Provided records:
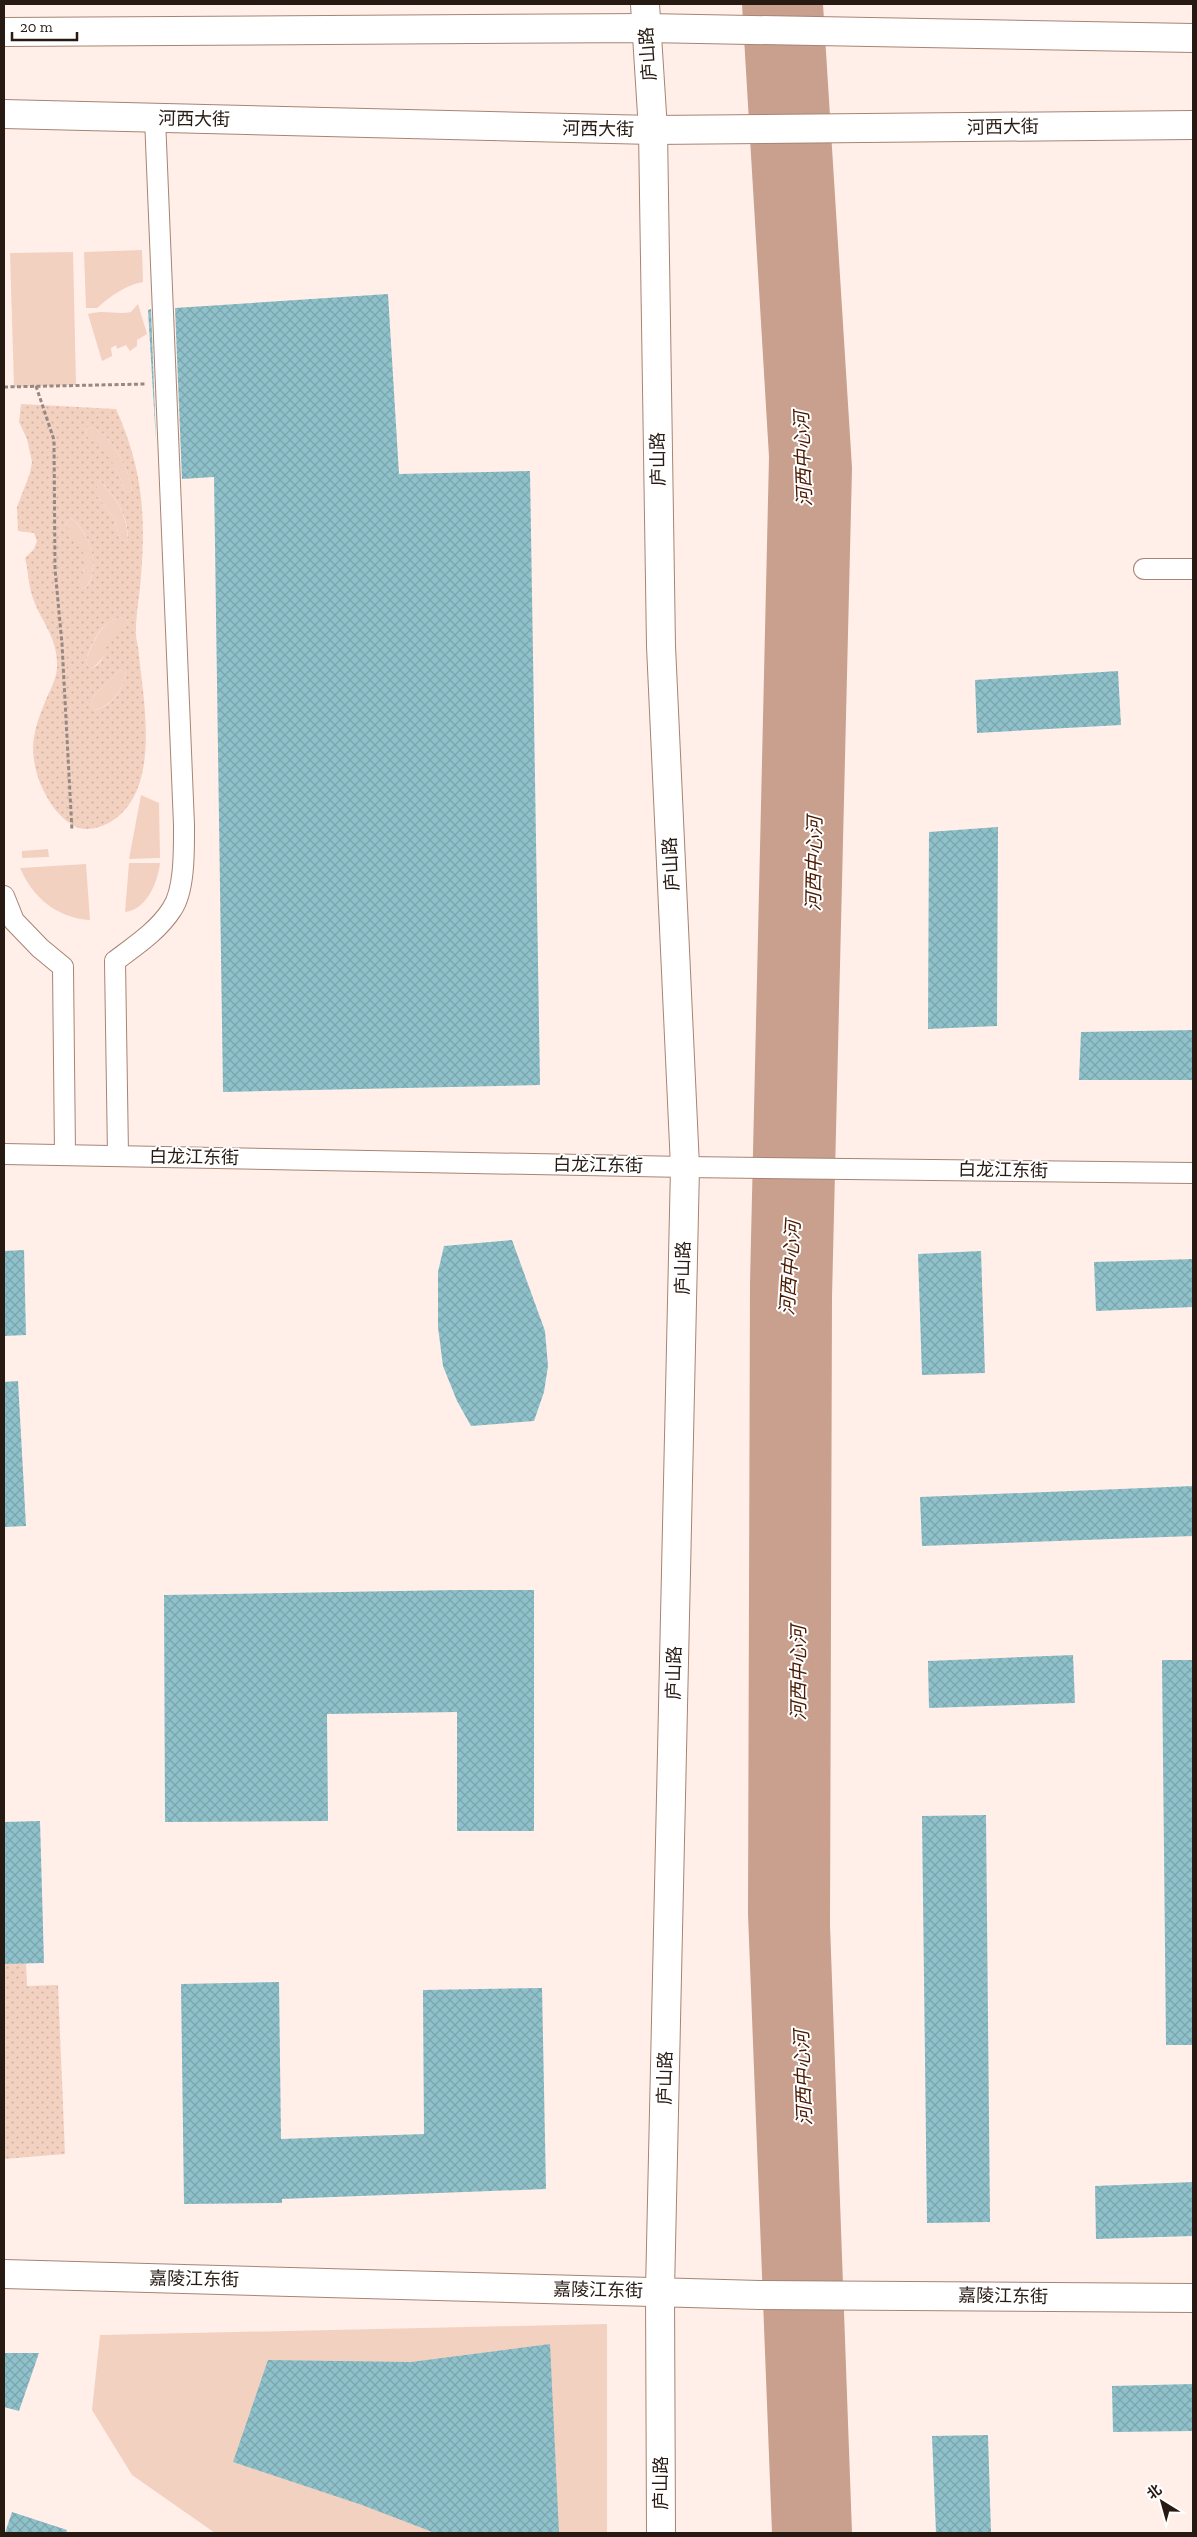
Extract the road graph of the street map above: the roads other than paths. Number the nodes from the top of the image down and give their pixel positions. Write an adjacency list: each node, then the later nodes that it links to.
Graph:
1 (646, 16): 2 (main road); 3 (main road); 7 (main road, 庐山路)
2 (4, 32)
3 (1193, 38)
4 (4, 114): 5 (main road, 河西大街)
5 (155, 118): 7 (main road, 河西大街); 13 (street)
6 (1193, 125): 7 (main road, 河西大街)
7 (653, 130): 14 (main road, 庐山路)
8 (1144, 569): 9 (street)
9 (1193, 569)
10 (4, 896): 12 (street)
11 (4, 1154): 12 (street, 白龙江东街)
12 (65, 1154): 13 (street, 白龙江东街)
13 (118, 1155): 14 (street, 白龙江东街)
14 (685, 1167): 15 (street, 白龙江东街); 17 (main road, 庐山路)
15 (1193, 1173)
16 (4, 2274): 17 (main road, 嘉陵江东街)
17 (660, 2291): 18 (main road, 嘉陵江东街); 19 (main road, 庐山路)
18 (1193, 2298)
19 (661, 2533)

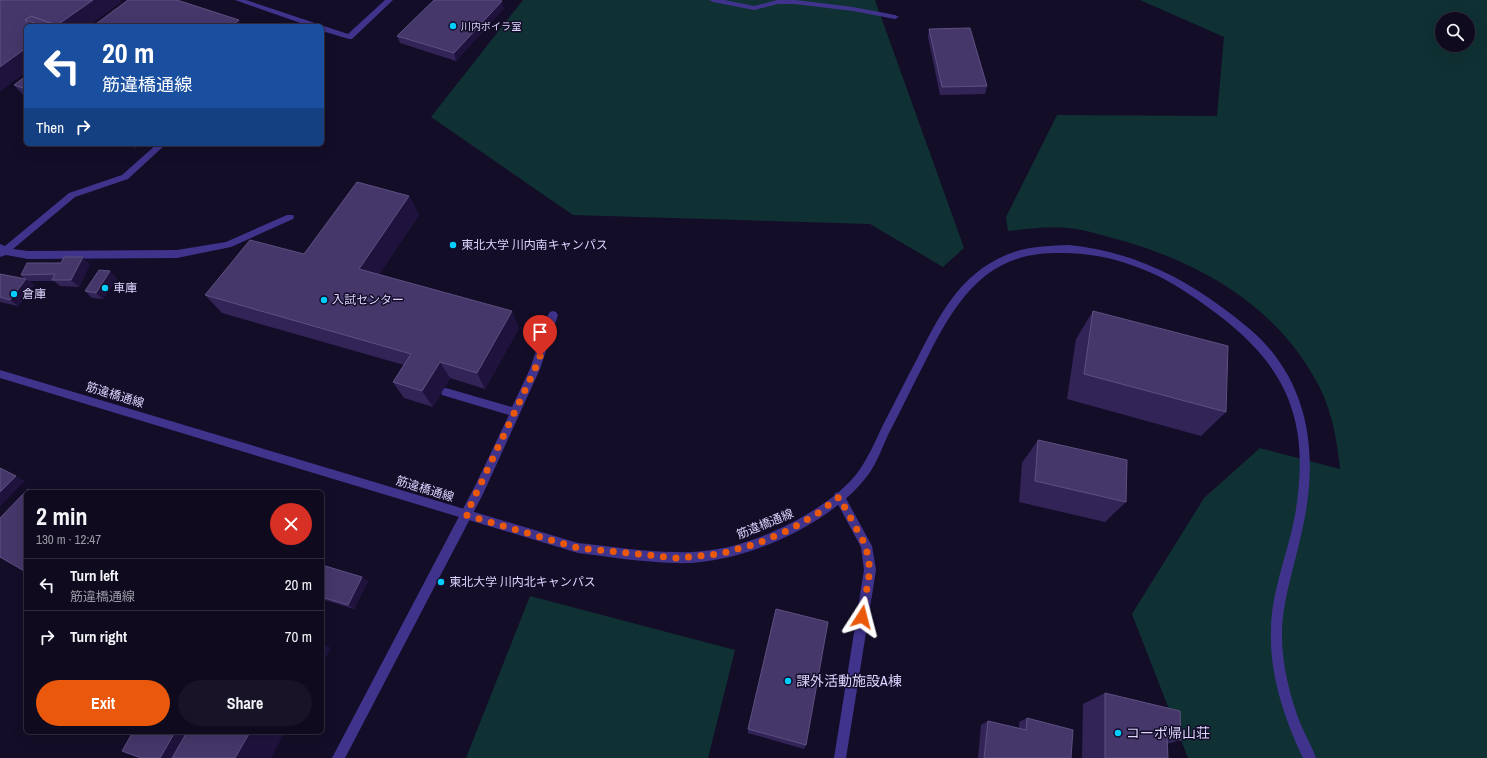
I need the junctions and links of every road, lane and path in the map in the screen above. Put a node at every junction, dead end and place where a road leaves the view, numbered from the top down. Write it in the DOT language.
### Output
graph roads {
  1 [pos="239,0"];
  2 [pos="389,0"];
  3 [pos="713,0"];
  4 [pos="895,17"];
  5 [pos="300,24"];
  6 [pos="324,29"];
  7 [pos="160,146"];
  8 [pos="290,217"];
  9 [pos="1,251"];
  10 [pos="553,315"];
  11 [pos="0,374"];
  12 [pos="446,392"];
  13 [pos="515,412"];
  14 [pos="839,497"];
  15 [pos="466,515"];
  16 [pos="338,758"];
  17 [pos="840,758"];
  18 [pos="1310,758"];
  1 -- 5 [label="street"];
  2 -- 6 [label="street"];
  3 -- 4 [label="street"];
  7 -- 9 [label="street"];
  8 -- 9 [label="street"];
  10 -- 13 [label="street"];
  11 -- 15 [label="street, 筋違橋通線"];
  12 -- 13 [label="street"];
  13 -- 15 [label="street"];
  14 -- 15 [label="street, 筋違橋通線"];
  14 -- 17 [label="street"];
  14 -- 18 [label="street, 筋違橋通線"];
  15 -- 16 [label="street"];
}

Exercise aim: Examine the listing line by line and give the number of lines where "links" occurs, with nothing added.

Exercise answer: 2